Segment Start: Provided information

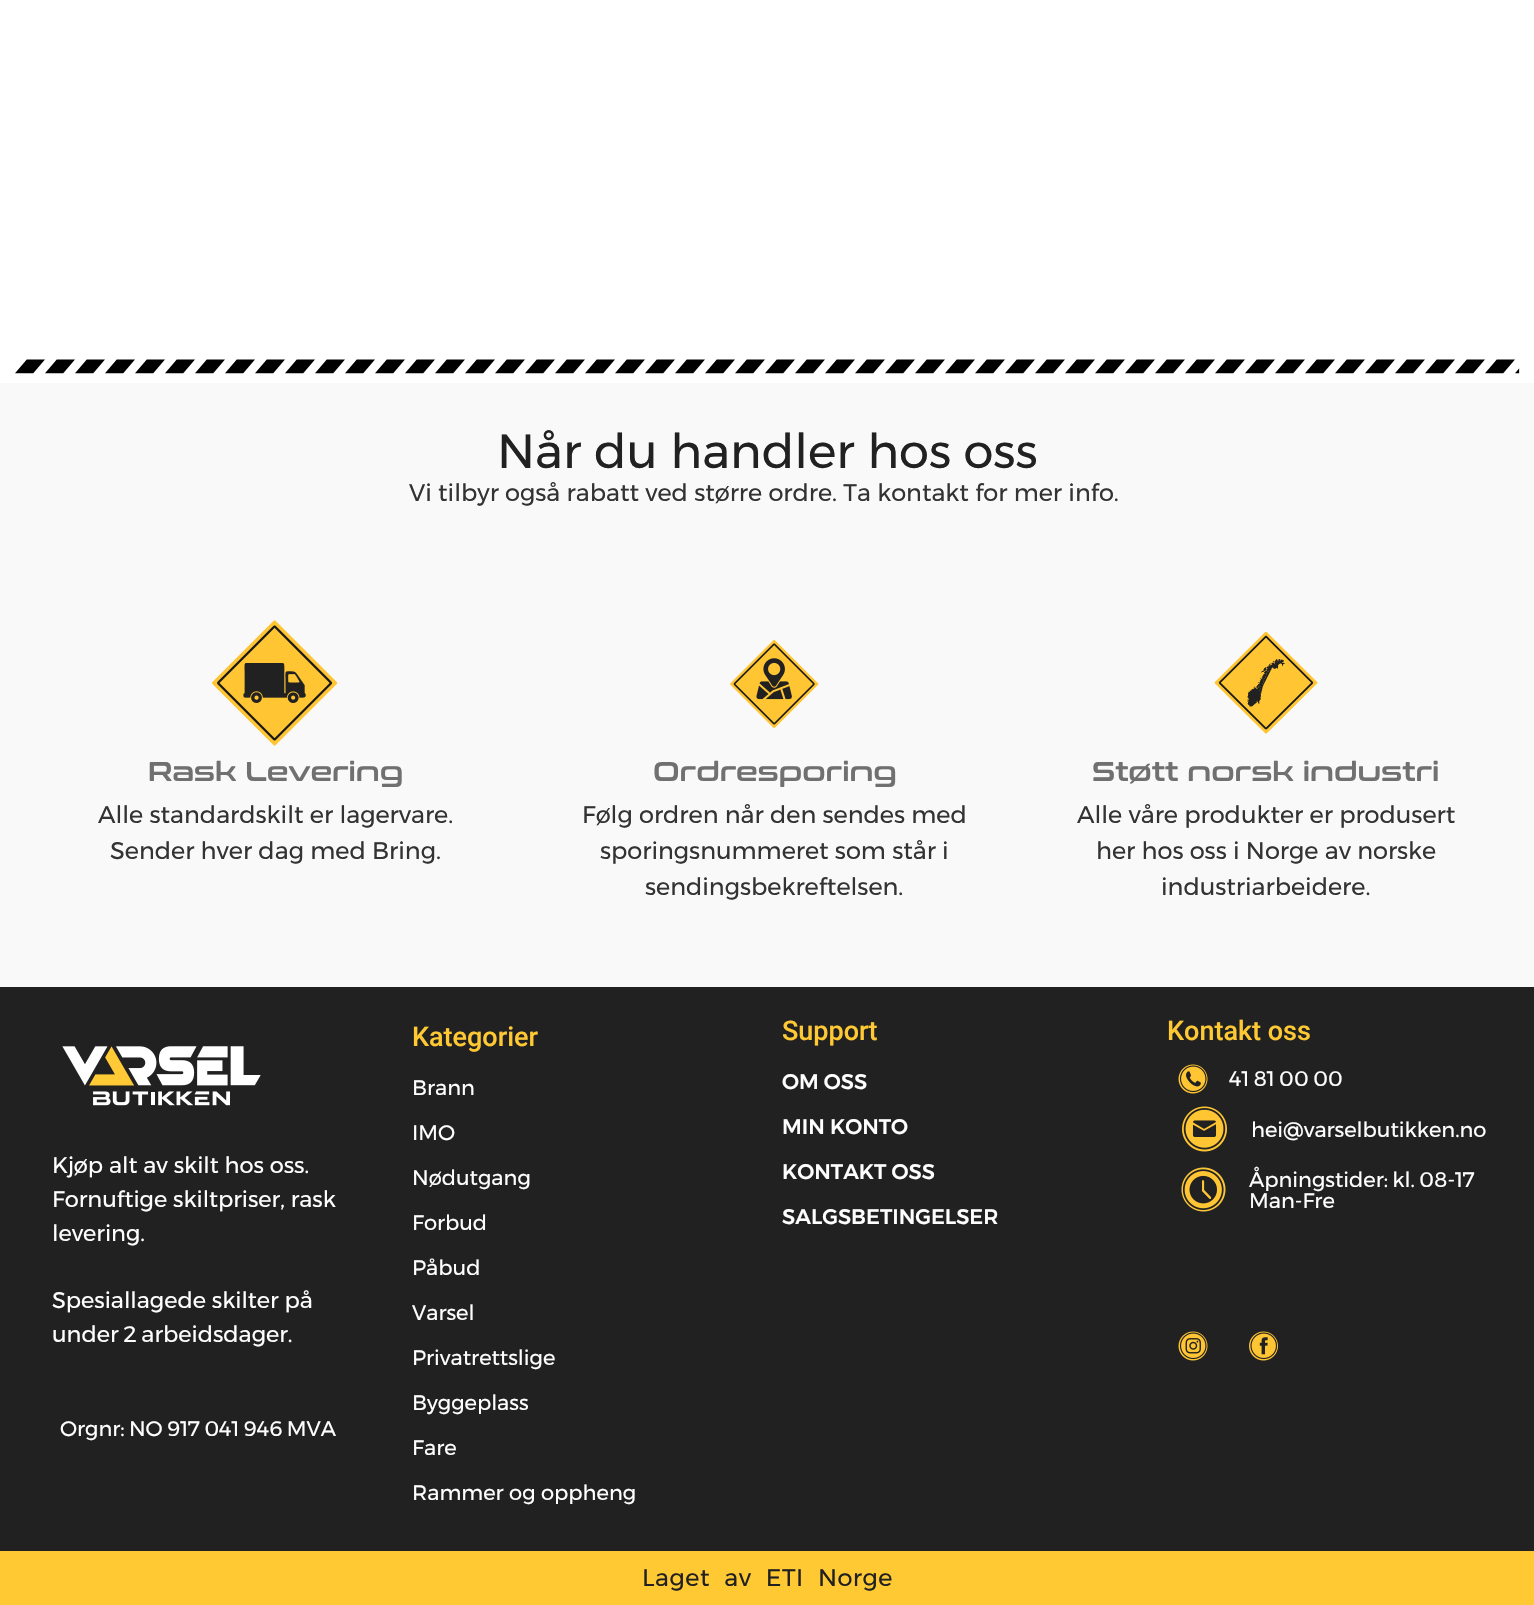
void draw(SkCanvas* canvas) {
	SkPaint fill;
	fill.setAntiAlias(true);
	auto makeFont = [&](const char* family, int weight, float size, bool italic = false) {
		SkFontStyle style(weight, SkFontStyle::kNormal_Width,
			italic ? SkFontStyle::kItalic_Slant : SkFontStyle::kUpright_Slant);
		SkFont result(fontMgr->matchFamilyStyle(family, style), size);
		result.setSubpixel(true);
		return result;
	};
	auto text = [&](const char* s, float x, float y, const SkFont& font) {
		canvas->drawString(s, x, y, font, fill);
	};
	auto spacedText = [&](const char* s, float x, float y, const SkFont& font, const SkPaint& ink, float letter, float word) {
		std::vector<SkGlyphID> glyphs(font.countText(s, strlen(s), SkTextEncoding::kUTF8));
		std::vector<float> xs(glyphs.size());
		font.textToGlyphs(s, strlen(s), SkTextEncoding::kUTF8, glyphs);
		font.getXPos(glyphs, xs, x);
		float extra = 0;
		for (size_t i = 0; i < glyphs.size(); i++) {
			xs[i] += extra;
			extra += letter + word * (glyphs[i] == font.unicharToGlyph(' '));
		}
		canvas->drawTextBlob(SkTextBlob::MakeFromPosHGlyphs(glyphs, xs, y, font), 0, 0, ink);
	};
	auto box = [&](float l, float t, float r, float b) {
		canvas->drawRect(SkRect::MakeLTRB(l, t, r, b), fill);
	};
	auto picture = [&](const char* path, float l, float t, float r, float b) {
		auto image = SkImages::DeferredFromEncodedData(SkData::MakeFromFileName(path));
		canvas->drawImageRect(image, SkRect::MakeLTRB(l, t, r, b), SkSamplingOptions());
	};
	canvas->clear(0xFFFFFFFF);
	picture("image0.png", 15, 359, 1520, 374);
	fill.setColor(0xFFF9F9F9);
	box(0, 383, 1534, 987);
	picture("image1.png", 212, 620, 338, 746);
	picture("image2.png", 730, 639, 819, 729);
	picture("image3.png", 1214, 631, 1318, 734);
	fill.setColor(0xFF212121);
	box(0, 987, 1534, 1551);
	picture("image4.png", 62, 1046, 261, 1106);
	picture("image5.png", 1178, 1064, 1208, 1094);
	picture("image6.png", 1182, 1106, 1227, 1152);
	picture("image7.png", 1181, 1167, 1226, 1212);
	picture("image8.png", 1178, 1331, 1208, 1361);
	picture("image9.png", 1249, 1331, 1278, 1361);
	fill.setColor(0xFFFFC933);
	box(0, 1551, 1534, 1605);
	auto font1 = makeFont("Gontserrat", 400, 48);
	fill.setColor(0xFF212121);
	text("Når du handler hos oss", 497, 468, font1);
	auto font2 = makeFont("Gontserrat", 400, 24);
	fill.setColor(0xFF333333);
	text("Vi tilbyr også rabatt ved større ordre. Ta kontakt for mer info.", 409, 501, font2);
	auto font3 = makeFont("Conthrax", 400, 27);
	fill.setColor(0xFF707070);
	text("Rask Levering", 148, 781, font3);
	fill.setColor(0xFF333333);
	text("Alle standardskilt er lagervare.", 98, 823, font2);
	text("Sender hver dag med Bring.", 110, 859, font2);
	fill.setColor(0xFF707070);
	text("Ordresporing", 653, 781, font3);
	fill.setColor(0xFF333333);
	text("Følg ordren når den sendes med", 582, 823, font2);
	text("sporingsnummeret som står i", 600, 859, font2);
	text("sendingsbekreftelsen.", 645, 895, font2);
	fill.setColor(0xFF707070);
	text("Støtt norsk industri", 1092, 781, font3);
	fill.setColor(0xFF333333);
	text("Alle våre produkter er produsert", 1077, 823, font2);
	text("her hos oss i Norge av norske", 1096, 859, font2);
	text("industriarbeidere.", 1161, 895, font2);
	auto font4 = makeFont("Gontserrat", 400, 22.5f);
	fill.setColor(0xFFFFFFFF);
	text("Kjøp alt av skilt hos oss.", 52, 1173, font4);
	text("Fornuftige skiltpriser, rask", 52, 1207, font4);
	text("levering.", 52, 1241, font4);
	text("Spesiallagede skilter på", 52, 1308, font4);
	spacedText("under 2 arbeidsdager.", 52, 1342, font4, fill, 0, -1);
	auto font5 = makeFont("Gontserrat", 400, 21);
	spacedText("Orgnr: NO 917 041 946 MVA", 60, 1436, font5, fill, 0, -1.25f);
	auto font6 = makeFont("Roboto", 500, 27);
	fill.setColor(0xFFFFC933);
	text("Kategorier", 412, 1046, font6);
	fill.setColor(0xFFFFFFFF);
	text("Brann", 412, 1095, font5);
	text("IMO", 412, 1140, font5);
	text("Nødutgang", 412, 1185, font5);
	text("Forbud", 412, 1230, font5);
	text("Påbud", 412, 1275, font5);
	text("Varsel", 412, 1320, font5);
	text("Privatrettslige", 412, 1365, font5);
	text("Byggeplass", 412, 1410, font5);
	text("Fare", 412, 1455, font5);
	text("Rammer og oppheng", 412, 1500, font5);
	fill.setColor(0xFFFFC933);
	text("Support", 782, 1040, font6);
	auto font7 = makeFont("Montserrat", 500, 21);
	fill.setColor(0xFFFFFFFF);
	text("OM OSS", 782, 1089, font7);
	text("MIN KONTO", 782, 1134, font7);
	text("KONTAKT OSS", 782, 1179, font7);
	text("SALGSBETINGELSER", 782, 1224, font7);
	fill.setColor(0xFFFFC933);
	text("Kontakt oss", 1167, 1040, font6);
	fill.setColor(0xFFFFFFFF);
	spacedText("41 81 00 00", 1229, 1086, font5, fill, 0, -1.25f);
	text("hei@varselbutikken.no", 1251, 1137, font5);
	spacedText("Åpningstider: kl. 08-17", 1249, 1187, font5, fill, 0, -1.25f);
	text("Man-Fre", 1249, 1208, font5);
	fill.setColor(0xFF212121);
	spacedText("Laget av ETI Norge", 642, 1586, font2, fill, 0.5f, 7.5f);
}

Segment End: Provided information

* **Exercise prompt**: Which lines of the entries above contain the string "vector"? Copy each one.

* **Your response**:
		std::vector<SkGlyphID> glyphs(font.countText(s, strlen(s), SkTextEncoding::kUTF8));
		std::vector<float> xs(glyphs.size());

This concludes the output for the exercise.